Fil d'Ariane
Le Conseil de sécurité appelé à s’attaquer au « crime le plus passé sous silence et le moins condamné »
La communauté internationale doit agir maintenant pour protéger les générations futures du fléau des violences sexuelles liées aux conflits, a déclaré vendredi au Conseil de sécurité la haute responsable de l'ONU chargée de la question, Pramila Patten.
« Chaque nouvelle vague de conflits apporte avec elle une marée montante de tragédie humaine, y compris de nouvelles vagues du crime le plus ancien, le plus passé sous silence et le moins condamné », a-t-elle déclaré.
La réunion du Conseil chargée d'examiner la mise en œuvre de ses résolutions sur les violences sexuelles liées aux conflits a été convoquée par le Royaume-Uni, qui assure la présidence tournante ce mois-ci.
Fléau en RDC
Mme Patten a présenté les données de son dernier rapport, publié le mois dernier, qui documente 2.455 cas de viols de guerre commis en 2022 et vérifiés par l'ONU. Les femmes et les filles représentaient 94% de ces cas, et 6% concernaient des hommes et des garçons.
La République démocratique du Congo (RDC) était à nouveau le pays avec le plus grand nombre de cas, soit 701. L'experte de l'ONU s'est rendue dans le pays en juin et a été horrifiée par les témoignages de femmes et de filles, dont beaucoup avaient été très récemment violées.
« Beaucoup d'entre elles ont souligné le risque quotidien de violence sexuelle lorsqu'elles menaient des activités de subsistance autour des camps, comme chercher de la nourriture, ramasser du bois ou de l'eau.

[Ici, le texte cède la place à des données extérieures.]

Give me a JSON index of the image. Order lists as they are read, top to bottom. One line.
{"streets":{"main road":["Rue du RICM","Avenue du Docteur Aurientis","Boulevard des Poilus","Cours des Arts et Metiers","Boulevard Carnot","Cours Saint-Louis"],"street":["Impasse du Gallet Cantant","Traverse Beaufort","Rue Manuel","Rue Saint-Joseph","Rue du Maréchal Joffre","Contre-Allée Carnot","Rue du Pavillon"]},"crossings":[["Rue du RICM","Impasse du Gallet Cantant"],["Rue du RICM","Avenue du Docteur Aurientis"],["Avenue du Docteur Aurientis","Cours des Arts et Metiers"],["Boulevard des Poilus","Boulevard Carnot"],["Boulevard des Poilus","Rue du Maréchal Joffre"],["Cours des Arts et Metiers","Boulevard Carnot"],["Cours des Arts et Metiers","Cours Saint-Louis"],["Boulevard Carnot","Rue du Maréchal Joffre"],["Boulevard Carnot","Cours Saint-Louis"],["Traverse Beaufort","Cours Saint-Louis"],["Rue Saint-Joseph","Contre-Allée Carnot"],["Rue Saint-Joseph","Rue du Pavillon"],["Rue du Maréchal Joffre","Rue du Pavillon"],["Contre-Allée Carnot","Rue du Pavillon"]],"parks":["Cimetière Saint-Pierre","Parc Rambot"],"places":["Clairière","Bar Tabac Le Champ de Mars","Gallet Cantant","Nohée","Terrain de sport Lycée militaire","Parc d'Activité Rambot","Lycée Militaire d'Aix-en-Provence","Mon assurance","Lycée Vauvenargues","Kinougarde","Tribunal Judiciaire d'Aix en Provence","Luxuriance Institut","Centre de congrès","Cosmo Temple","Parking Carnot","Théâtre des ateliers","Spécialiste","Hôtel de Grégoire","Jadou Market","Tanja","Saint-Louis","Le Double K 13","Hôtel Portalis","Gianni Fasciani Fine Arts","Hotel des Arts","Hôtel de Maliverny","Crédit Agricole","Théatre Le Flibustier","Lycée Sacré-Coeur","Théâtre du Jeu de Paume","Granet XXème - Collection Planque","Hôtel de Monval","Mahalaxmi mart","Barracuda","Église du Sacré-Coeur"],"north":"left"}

Imaginez simplement faire face à la réalité chaque jour que vous êtes susceptible d'être violée, sans avoir le choix », a-t-elle dit aux membres du Conseil.
Visite en Ukraine
Mme Patten a également effectué sa première visite sur le terrain en Ukraine l'année dernière. Elle a été frappée à la fois par la fréquence des violences sexuelles dans les zones de conflit et par la vulnérabilité des femmes et des enfants contraints de fuir vers des pays comme la Pologne et la Moldavie.
« J'ai été témoin de première main du tribut extraordinaire payé par des femmes, des enfants et des personnes âgées, y compris de leur vulnérabilité face à des individus sans scrupules et à des réseaux criminels pour qui le déplacement massif rapide et sans précédent de personnes n'est pas une tragédie mais une opportunité de traite et d'exploitation sexuelle », a-t-elle dit.
L'impunité reste impunie
Le rapport annuel de Mme Patten a également détaillé les horreurs commises dans d'autres pays, comme Haïti, l'Éthiopie et l'Iraq. De graves allégations de violences sexuelles liées au conflit au Soudan ont également fait surface depuis que les combats ont éclaté en avril.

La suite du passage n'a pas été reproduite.